Quantitative analysis of ABA
ABA concentration in the SEs was determined by gas chromatography-mass spectrometry-selected ion monitoring (GC-MS-SIM), based on Chen et al. (2007, 2008) with some modifications. Fifty SEs from each treatment with two replications were first frozen in liquid N2 and then freeze-dried at -40 °C for 24 h. Dried and ground samples were extracted by 10 mL of 80% (v/v) methanol (MeOH) for 1 h at 4 °C. The supernatant was collected after centrifugation, and the residue was re-extracted, following the same procedures. Ascorbic acid (2.0 mg) and butylated hydroxytoluene (0.4 mg) were added to the combined supernatants, followed by the internal ABA standard. For samples derived from controls and partial-drying treatments, 400 ng [2H6] ABA was added, and for samples from cold-storage treatments, 200 ng [2H6] ABA was used. The supernatant was reduced to 1-2 mL of aqueous residue and adjusted to pH 8.5 with 0.05 M potassium phosphate buffer (ca. 15 mL), then passed through a polyvinylpolypyrrolidone column (ca. 5.0 g). The eluate was partitioned three times against equal volumes (15 mL each) of ethyl acetate (EtOAc). The aqueous (lower) fractions were pooled, adjusted to pH 3 with 0.05 M potassium phosphate buffer (pH 2.0), and then partitioned again with EtOAc three times (3 × 15 mL). The EtOAc (upper) fractions were pooled and filtered through a 0.45 µm filter for high performance liquid chromatography (HPLC) separation.

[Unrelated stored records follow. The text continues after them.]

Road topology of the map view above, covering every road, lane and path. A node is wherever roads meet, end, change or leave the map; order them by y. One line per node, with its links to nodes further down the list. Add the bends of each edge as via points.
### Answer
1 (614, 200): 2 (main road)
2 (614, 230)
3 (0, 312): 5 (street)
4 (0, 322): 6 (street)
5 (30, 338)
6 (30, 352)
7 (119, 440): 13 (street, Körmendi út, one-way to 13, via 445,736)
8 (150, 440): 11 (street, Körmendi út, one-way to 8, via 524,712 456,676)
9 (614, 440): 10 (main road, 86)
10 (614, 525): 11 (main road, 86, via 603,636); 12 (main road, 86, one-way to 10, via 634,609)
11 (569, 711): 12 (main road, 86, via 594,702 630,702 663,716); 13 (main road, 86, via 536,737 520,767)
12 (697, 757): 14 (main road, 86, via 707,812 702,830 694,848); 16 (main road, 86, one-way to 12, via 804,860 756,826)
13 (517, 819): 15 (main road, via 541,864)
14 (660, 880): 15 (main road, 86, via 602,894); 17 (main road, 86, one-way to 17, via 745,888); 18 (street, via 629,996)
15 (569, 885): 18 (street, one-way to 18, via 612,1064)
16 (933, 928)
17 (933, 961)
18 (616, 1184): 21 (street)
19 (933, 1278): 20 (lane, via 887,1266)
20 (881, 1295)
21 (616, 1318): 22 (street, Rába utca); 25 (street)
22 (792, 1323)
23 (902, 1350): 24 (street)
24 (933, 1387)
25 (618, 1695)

The HPLC system (Beckman System Gold, USA) was equipped with a Lichrosphere RP-18 column (250 × 4 mm i.d. × 5 µm particle size; Merck, Germany) connected to an LS30 fluorescence spectrophotometer (PerkinElmer, UK) with a 280 nm excitation wavelength and a 355 nm emission wavelength. Gradient elution was programmed at a constant flow-rate of 0.6 mL/min with 30% MeOH containing 0.1% acetic acid (HOAc) (solvent A) and 100% MeOH (solvent B). A linear gradient profile with the following proportions of solvent A was applied (t, %A): (0, 30), (40, 100).
An appropriate fraction from the RP-18 column was collected and further eluted through a Nucleosil N(CH3)2 column (250 × 4.6 mm i.d. × 5 µm particle size; Macherey-Nagel, USA). The elution procedure was maintained for 1 h by 99.9% MeOH containing 0.1% HOAc, at a constant flow-rate of 1.0 mL/min. The purified fraction of ABA was dried under a vacuum and derivatized by adding ethereal diazomethane for methylation and then dried with N2.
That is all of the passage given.